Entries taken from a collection
════

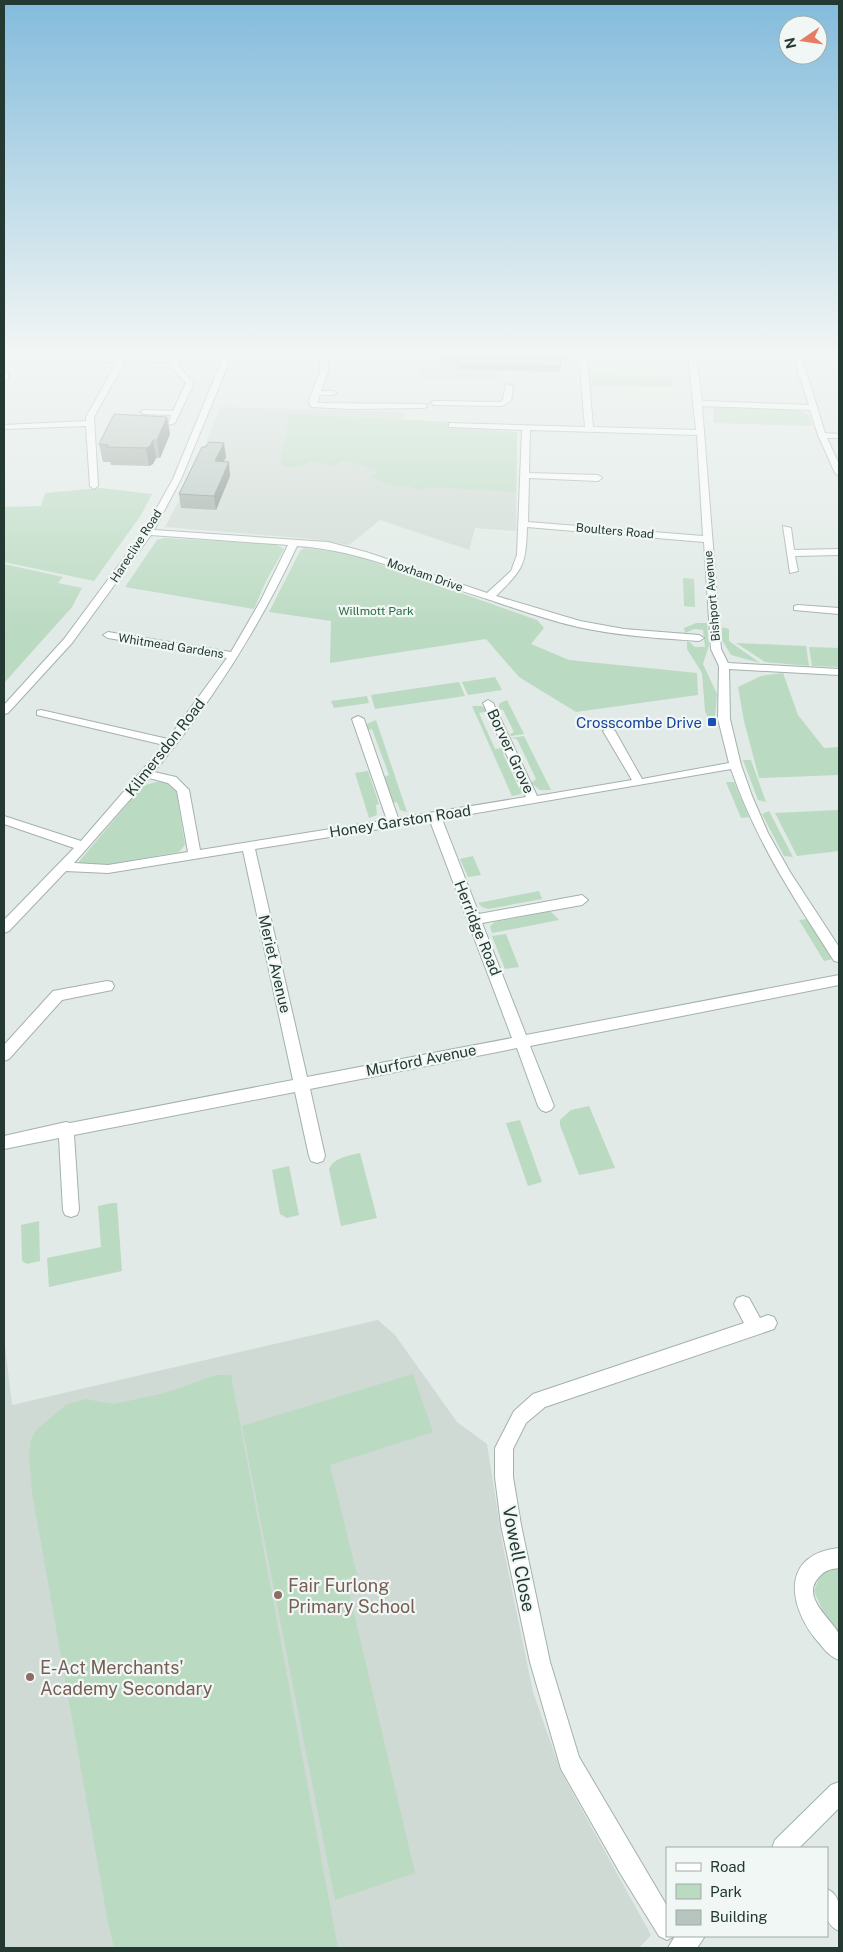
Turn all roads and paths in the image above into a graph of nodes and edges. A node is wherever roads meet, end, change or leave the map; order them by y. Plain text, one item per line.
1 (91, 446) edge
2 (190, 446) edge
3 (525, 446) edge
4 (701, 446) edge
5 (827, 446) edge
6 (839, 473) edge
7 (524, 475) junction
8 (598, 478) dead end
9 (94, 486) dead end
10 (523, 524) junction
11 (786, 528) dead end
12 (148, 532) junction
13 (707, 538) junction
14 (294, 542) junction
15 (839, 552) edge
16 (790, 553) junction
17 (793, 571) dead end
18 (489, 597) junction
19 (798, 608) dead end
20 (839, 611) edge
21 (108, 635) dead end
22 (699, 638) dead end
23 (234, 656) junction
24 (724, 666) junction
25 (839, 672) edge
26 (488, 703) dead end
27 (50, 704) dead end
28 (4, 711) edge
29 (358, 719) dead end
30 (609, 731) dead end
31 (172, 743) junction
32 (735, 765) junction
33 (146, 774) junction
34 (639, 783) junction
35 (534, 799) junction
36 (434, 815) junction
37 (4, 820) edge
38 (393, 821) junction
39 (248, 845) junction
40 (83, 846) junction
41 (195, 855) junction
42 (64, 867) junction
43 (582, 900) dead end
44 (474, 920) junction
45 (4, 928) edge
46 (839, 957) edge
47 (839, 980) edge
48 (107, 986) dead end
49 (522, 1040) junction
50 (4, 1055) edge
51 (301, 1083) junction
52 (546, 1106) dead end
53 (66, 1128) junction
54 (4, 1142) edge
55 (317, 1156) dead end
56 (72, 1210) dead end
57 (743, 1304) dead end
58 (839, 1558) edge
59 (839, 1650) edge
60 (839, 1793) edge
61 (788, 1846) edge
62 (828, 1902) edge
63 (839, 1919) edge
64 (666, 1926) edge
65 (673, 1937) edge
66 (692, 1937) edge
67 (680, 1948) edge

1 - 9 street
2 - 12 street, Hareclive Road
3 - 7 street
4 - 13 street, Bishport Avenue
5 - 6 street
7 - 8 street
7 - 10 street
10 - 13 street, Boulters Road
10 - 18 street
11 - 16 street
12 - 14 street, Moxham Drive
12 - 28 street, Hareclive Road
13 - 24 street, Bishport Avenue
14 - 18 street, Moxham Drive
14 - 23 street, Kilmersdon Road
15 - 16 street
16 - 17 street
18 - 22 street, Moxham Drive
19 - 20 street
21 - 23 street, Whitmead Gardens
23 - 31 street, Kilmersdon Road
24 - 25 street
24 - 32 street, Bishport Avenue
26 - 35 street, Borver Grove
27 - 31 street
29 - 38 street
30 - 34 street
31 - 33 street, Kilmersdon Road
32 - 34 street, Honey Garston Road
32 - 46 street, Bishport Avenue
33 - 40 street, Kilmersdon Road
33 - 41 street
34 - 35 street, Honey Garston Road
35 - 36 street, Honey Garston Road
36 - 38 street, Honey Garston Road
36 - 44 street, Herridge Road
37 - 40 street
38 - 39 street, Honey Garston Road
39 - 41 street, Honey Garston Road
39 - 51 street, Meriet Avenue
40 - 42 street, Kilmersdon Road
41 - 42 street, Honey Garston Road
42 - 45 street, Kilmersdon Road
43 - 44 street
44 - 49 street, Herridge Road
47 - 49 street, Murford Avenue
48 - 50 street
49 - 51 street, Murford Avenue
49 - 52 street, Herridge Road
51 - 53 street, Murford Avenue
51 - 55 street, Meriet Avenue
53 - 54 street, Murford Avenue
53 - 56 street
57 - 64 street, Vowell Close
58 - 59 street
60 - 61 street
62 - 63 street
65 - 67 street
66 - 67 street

════

* [THE TASK] State how many lines of the records hold the string "Honey", and nothing else.

* [ANSWER TO THE PROBLEM] 7